Exploration of 3-Substituted Benzofuran-Tethered Sulfamoyl Triazoles as Carbonic Anhydrase Inhibitors: Design, Synthesis, and Biological Evaluation

This study reports the design and synthesis of benzofuran-tethered sulfamoyl triazoles. These compounds are evaluated against two human carbonic anhydrases (hCA I and II) and three CAs from the Bacterial pathogen mycobacterium TB (mtCA1-3). The findings indicate that molecules featuring triazolyl benzene-3-sulfonamide are significantly more selective for mtCA 1-3 than hCA I and II. In contrast, across the generated molecules, benzofuran with triazolyl benzene-4-sulfonamide demonstrates greater selectivity for hCA II than mtCAs.

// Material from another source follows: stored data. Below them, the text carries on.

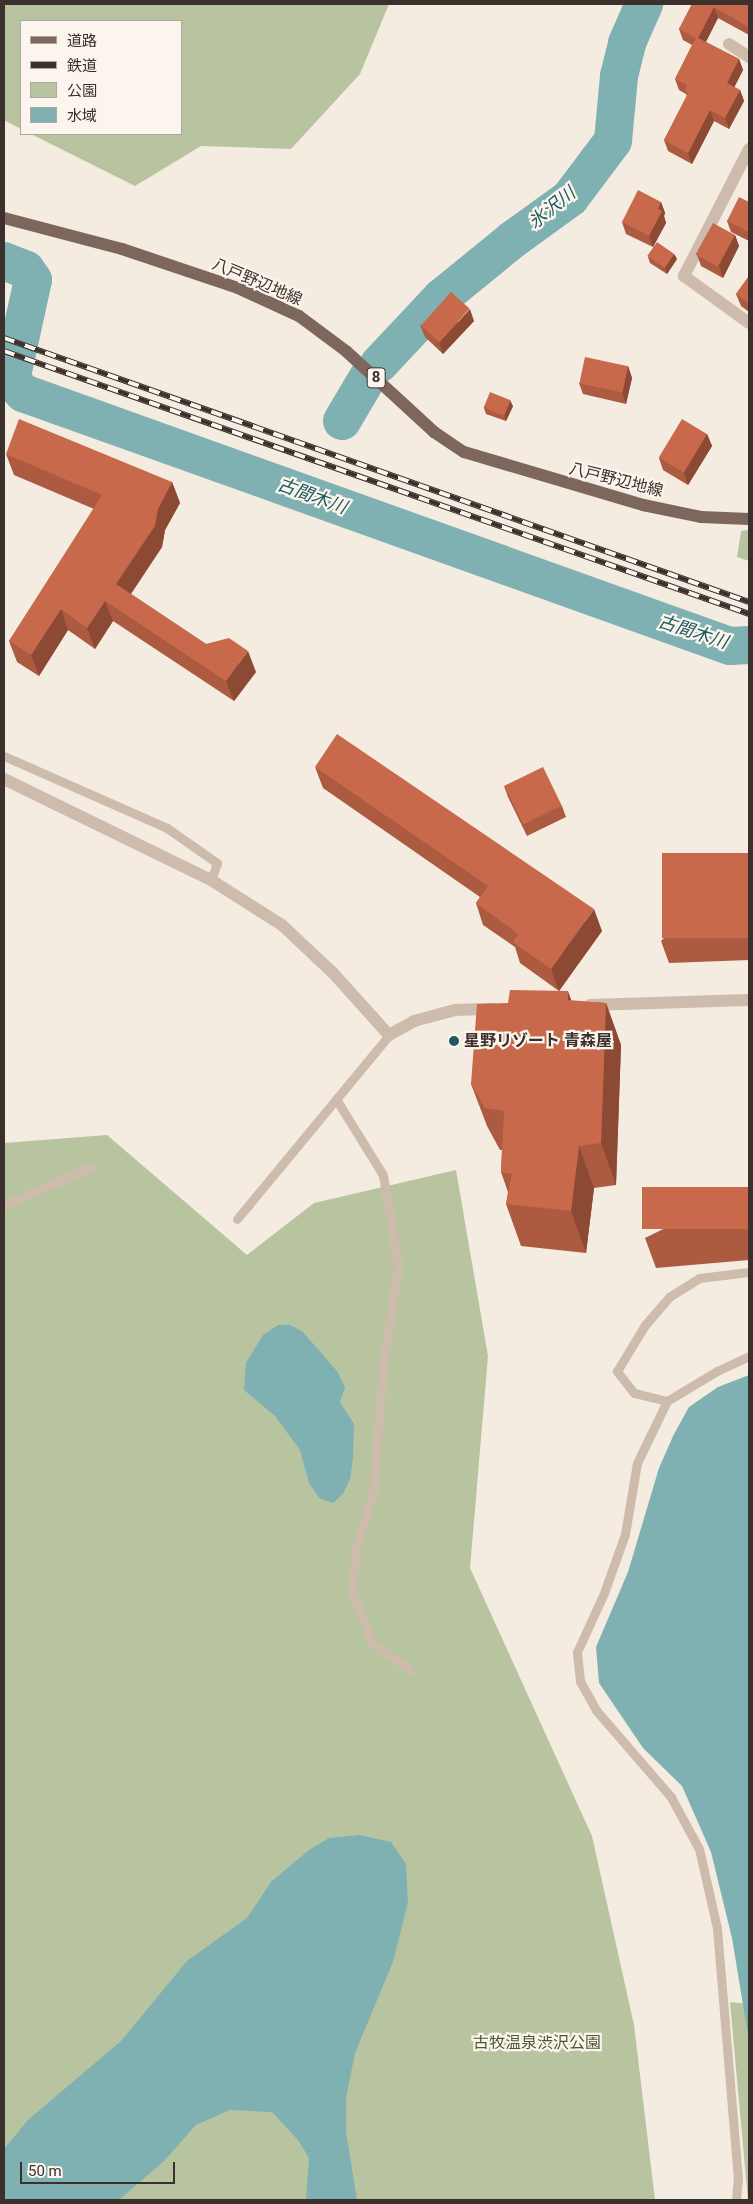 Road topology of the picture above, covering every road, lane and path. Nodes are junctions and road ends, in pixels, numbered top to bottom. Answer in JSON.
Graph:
{"nodes":[{"id":1,"x":728,"y":44,"type":"dead end"},
{"id":2,"x":749,"y":56,"type":"edge"},
{"id":3,"x":749,"y":149,"type":"edge"},
{"id":4,"x":4,"y":218,"type":"edge"},
{"id":5,"x":749,"y":323,"type":"edge"},
{"id":6,"x":749,"y":519,"type":"edge"},
{"id":7,"x":4,"y":756,"type":"edge"},
{"id":8,"x":4,"y":779,"type":"edge"},
{"id":9,"x":211,"y":880,"type":"junction"},
{"id":10,"x":749,"y":1000,"type":"edge"},
{"id":11,"x":573,"y":1006,"type":"edge"},
{"id":12,"x":504,"y":1008,"type":"edge"},
{"id":13,"x":389,"y":1035,"type":"junction"},
{"id":14,"x":336,"y":1099,"type":"junction"},
{"id":15,"x":91,"y":1167,"type":"dead end"},
{"id":16,"x":4,"y":1205,"type":"edge"},
{"id":17,"x":236,"y":1219,"type":"dead end"},
{"id":18,"x":749,"y":1272,"type":"edge"},
{"id":19,"x":749,"y":1356,"type":"edge"},
{"id":20,"x":667,"y":1401,"type":"junction"},
{"id":21,"x":410,"y":1670,"type":"dead end"},
{"id":22,"x":736,"y":2200,"type":"edge"}],
"edges":[{"from":1,"to":2,"type":"street"},
{"from":3,"to":5,"type":"street"},
{"from":4,"to":6,"type":"main road","name":"八戸野辺地線","number":"8"},
{"from":7,"to":9,"type":"lane"},
{"from":8,"to":9,"type":"street"},
{"from":9,"to":13,"type":"street"},
{"from":10,"to":11,"type":"street"},
{"from":12,"to":13,"type":"street"},
{"from":13,"to":14,"type":"lane"},
{"from":14,"to":17,"type":"lane"},
{"from":14,"to":21,"type":"lane"},
{"from":15,"to":16,"type":"lane"},
{"from":18,"to":20,"type":"lane"},
{"from":19,"to":20,"type":"lane"},
{"from":20,"to":22,"type":"lane"}]}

Among these compounds, 3F4 shows the greatest suppression of mtCA2, with a Ki value of 0.0052 μM. 4F1 demonstrates essential and focused inhibition of hCA II, with a Ki value of 0.0094 μM. Compound 3F4 is 439 times more selective to mtCA2 than hCA I and 47 times more selective than hCAII. Additionally, when examined for antitubercular activity, these compounds show minimum inhibitory concentration values for Mtb H37Rv strain inhibition in the range of moderate to good with 4-128 μg mL^-1.

Mycobacterium tuberculosis carbonic anhydrases 1‐3; benzofurans; human carbonic anhydrases I and II; sulfonamides; tuberculosis.